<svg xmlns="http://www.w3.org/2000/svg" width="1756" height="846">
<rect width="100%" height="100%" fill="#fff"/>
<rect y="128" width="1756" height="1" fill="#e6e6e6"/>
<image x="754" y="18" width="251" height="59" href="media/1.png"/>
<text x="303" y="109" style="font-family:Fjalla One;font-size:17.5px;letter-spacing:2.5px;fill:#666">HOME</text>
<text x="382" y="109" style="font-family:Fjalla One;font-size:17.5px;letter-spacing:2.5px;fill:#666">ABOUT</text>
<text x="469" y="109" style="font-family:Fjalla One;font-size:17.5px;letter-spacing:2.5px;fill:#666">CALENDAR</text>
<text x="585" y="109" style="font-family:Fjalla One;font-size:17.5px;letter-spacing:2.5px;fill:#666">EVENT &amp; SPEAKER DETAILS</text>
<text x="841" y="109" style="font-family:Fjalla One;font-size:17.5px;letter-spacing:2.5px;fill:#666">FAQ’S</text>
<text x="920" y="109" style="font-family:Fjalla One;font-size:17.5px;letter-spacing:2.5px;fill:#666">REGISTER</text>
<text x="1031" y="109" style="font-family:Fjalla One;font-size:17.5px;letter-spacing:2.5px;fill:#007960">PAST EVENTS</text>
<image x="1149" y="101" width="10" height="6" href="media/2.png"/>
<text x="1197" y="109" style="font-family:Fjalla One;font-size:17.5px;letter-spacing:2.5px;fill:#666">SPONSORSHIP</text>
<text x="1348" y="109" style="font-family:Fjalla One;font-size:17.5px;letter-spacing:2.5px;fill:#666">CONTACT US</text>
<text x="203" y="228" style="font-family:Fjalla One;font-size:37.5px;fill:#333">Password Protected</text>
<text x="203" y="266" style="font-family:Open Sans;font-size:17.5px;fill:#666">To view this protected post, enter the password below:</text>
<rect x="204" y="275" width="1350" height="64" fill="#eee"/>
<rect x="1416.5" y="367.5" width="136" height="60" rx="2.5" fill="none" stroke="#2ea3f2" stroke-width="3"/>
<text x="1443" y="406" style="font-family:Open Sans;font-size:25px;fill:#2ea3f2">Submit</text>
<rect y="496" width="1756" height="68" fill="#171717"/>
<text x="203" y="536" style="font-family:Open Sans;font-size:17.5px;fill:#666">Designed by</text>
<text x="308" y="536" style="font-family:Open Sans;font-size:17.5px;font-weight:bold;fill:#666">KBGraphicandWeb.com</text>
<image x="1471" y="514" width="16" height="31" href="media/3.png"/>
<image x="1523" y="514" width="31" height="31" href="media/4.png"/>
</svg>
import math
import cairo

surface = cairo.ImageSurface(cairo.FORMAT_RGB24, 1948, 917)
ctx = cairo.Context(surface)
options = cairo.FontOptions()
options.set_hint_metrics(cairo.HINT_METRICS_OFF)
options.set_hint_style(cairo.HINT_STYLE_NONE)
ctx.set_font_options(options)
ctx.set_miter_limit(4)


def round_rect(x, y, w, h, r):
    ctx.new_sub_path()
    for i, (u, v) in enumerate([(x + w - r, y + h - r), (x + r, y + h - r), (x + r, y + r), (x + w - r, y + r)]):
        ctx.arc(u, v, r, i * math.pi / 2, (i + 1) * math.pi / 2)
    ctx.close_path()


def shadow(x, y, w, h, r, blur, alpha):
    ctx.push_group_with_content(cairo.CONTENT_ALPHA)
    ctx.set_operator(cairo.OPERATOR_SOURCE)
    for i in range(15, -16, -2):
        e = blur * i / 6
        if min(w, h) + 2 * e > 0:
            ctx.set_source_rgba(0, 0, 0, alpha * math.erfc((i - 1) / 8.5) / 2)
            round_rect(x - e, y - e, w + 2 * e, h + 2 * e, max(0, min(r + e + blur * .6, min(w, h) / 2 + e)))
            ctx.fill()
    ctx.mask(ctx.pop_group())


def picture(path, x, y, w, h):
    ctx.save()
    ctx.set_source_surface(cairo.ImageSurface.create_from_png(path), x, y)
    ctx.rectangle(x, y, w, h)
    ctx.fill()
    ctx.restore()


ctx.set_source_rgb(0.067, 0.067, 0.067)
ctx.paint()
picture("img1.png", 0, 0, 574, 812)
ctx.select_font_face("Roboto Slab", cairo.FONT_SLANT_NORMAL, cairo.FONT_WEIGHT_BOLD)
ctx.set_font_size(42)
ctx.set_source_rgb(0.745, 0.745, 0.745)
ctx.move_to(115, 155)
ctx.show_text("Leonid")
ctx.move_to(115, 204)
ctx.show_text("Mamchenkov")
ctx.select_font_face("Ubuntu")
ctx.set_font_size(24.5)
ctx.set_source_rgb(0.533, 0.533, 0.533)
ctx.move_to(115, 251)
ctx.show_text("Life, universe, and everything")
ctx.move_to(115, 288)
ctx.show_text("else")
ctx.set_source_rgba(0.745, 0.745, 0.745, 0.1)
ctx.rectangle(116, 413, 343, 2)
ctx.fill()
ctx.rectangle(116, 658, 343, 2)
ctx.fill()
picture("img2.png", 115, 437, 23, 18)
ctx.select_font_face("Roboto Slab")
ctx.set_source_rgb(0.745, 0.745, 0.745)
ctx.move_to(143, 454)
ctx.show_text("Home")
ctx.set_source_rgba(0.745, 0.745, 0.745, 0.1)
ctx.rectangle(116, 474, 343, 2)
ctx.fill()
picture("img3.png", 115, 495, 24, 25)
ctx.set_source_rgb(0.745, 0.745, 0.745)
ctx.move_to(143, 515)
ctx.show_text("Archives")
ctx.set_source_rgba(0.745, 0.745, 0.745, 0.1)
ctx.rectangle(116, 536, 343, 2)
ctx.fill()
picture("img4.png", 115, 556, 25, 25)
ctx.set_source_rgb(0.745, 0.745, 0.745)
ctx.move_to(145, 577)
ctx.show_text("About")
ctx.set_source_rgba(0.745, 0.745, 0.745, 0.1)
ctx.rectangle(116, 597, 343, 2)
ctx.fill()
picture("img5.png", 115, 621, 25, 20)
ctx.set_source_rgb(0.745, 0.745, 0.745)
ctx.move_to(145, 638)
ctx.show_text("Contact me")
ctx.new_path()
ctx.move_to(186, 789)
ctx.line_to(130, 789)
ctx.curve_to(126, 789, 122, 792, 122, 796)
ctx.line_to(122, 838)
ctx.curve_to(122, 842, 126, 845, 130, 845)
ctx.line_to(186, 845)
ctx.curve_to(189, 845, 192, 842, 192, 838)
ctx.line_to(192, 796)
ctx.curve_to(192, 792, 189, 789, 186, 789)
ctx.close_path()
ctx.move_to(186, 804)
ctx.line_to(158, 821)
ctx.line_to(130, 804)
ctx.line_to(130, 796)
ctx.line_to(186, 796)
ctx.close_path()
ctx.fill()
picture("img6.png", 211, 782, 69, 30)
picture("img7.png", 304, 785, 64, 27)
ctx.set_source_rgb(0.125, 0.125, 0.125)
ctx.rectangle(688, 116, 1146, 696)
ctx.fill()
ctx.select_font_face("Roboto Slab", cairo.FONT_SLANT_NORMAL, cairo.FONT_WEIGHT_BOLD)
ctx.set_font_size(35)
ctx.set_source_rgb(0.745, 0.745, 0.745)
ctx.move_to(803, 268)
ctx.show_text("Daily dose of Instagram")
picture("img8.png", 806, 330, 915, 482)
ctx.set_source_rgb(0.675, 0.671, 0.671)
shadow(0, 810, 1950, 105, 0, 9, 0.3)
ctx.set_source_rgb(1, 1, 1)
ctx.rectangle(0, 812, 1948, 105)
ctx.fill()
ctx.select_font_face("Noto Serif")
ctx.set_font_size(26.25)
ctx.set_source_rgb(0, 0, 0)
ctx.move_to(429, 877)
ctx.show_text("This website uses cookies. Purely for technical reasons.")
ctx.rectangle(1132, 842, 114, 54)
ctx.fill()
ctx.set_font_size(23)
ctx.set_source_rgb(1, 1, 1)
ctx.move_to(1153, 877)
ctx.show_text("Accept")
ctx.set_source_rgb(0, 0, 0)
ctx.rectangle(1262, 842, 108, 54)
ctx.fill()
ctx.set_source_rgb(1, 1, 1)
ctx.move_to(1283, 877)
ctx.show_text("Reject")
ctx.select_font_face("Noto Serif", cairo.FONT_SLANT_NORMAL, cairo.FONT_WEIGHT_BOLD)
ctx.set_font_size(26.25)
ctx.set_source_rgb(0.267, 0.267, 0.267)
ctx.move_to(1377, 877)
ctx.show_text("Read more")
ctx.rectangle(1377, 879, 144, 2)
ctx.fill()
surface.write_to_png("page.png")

------------------------------

Your goal: Which lines hold the word "blur"? Copy each of them from the records.

Task output:
def shadow(x, y, w, h, r, blur, alpha):
        e = blur * i / 6
            round_rect(x - e, y - e, w + 2 * e, h + 2 * e, max(0, min(r + e + blur * .6, min(w, h) / 2 + e)))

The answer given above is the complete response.